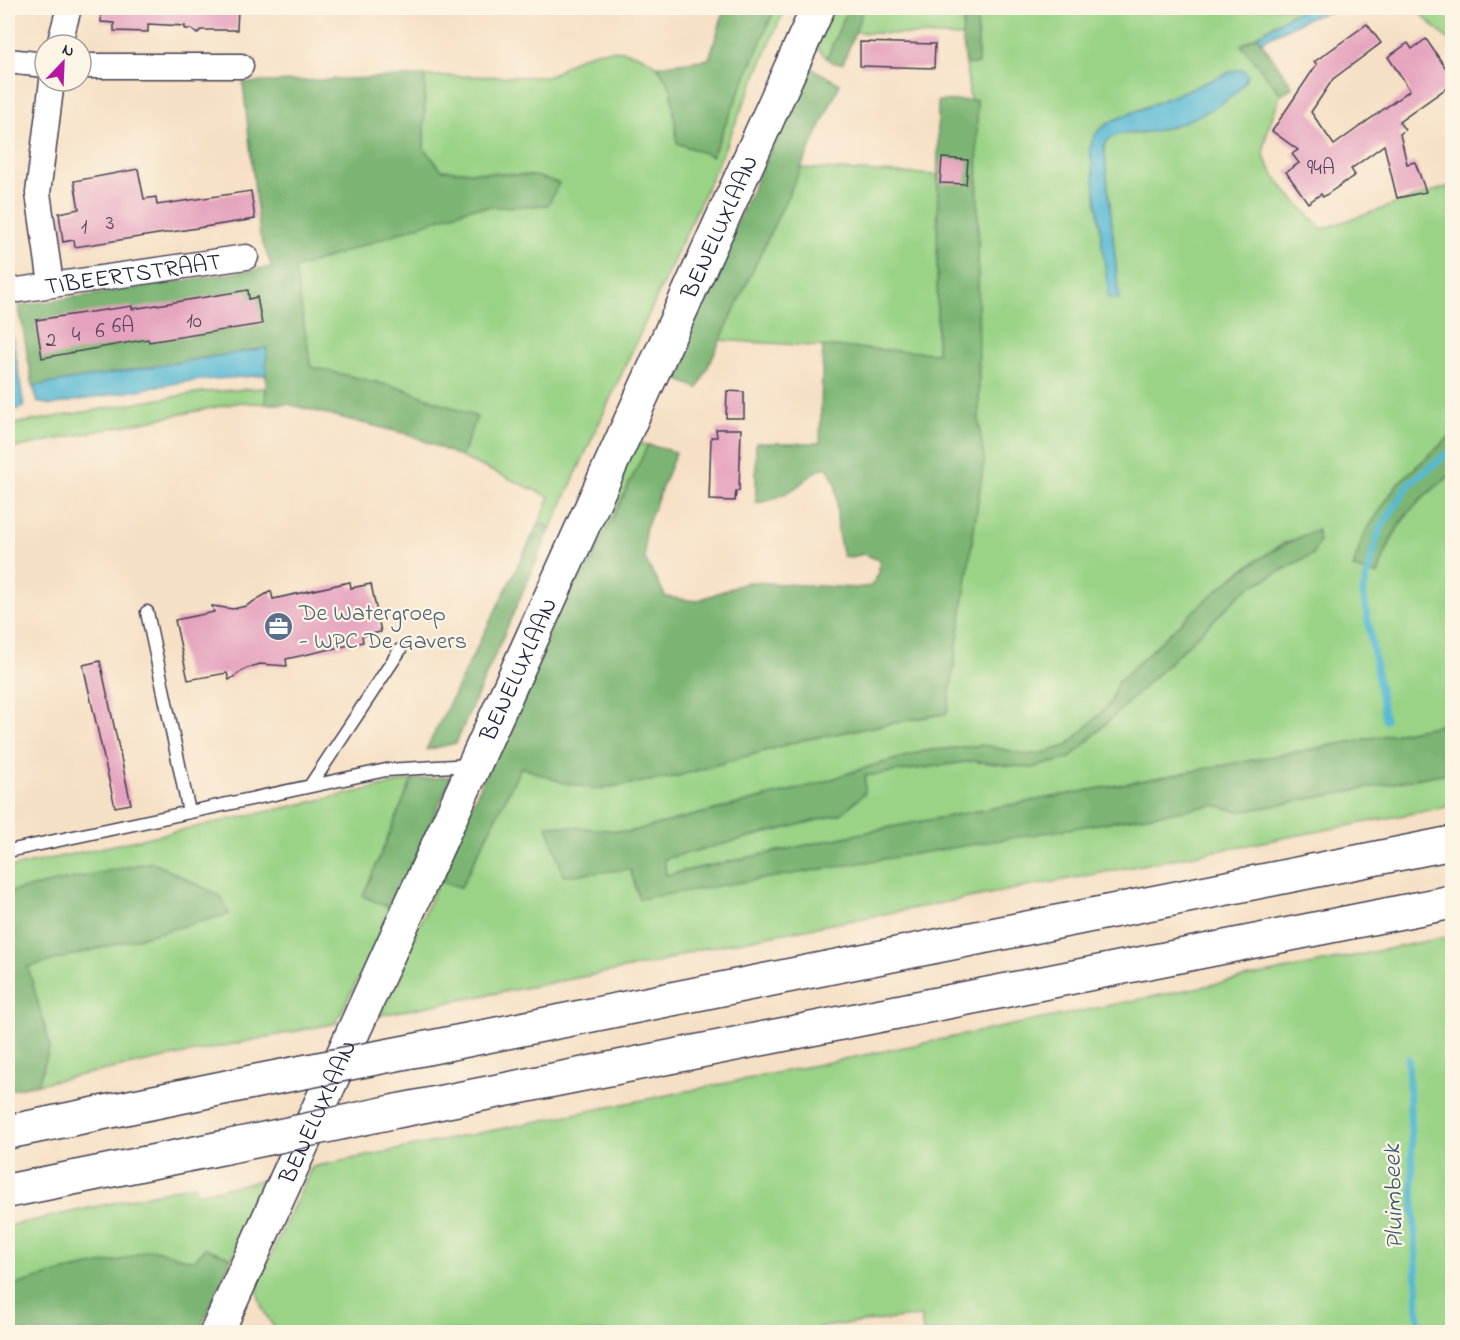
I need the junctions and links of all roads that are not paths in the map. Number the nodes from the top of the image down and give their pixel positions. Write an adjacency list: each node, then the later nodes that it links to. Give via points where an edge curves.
1 (69, 8): 3 (street)
2 (818, 8): 14 (main road, BENELUXLAAN)
3 (62, 33)
4 (8, 61): 5 (street)
5 (33, 64)
6 (93, 66): 7 (street)
7 (242, 66)
8 (50, 93): 10 (street, via 38,192)
9 (246, 257): 10 (street, TIBEERTSTRAAT)
10 (51, 284): 11 (street, TIBEERTSTRAAT)
11 (18, 290)
12 (147, 612): 16 (lane)
13 (400, 650): 15 (lane)
14 (476, 765): 15 (lane, via 386,770); 22 (main road, BENELUXLAAN)
15 (310, 786): 16 (lane)
16 (189, 813): 18 (lane)
17 (1452, 843): 20 (main road, bridge)
18 (8, 851)
19 (1452, 902): 21 (main road, bridge)
20 (8, 1132)
21 (8, 1191)
22 (217, 1332)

=-=-=

Try it - The copy must match every line of the data exactly and contain no pictures.

Task answer -
I need the junctions and links of all roads that are not paths in the map. Number the nodes from the top of the image down and give their pixel positions. Write an adjacency list: each node, then the later nodes that it links to. Give via points where an edge curves.
1 (69, 8): 3 (street)
2 (818, 8): 14 (main road, BENELUXLAAN)
3 (62, 33)
4 (8, 61): 5 (street)
5 (33, 64)
6 (93, 66): 7 (street)
7 (242, 66)
8 (50, 93): 10 (street, via 38,192)
9 (246, 257): 10 (street, TIBEERTSTRAAT)
10 (51, 284): 11 (street, TIBEERTSTRAAT)
11 (18, 290)
12 (147, 612): 16 (lane)
13 (400, 650): 15 (lane)
14 (476, 765): 15 (lane, via 386,770); 22 (main road, BENELUXLAAN)
15 (310, 786): 16 (lane)
16 (189, 813): 18 (lane)
17 (1452, 843): 20 (main road, bridge)
18 (8, 851)
19 (1452, 902): 21 (main road, bridge)
20 (8, 1132)
21 (8, 1191)
22 (217, 1332)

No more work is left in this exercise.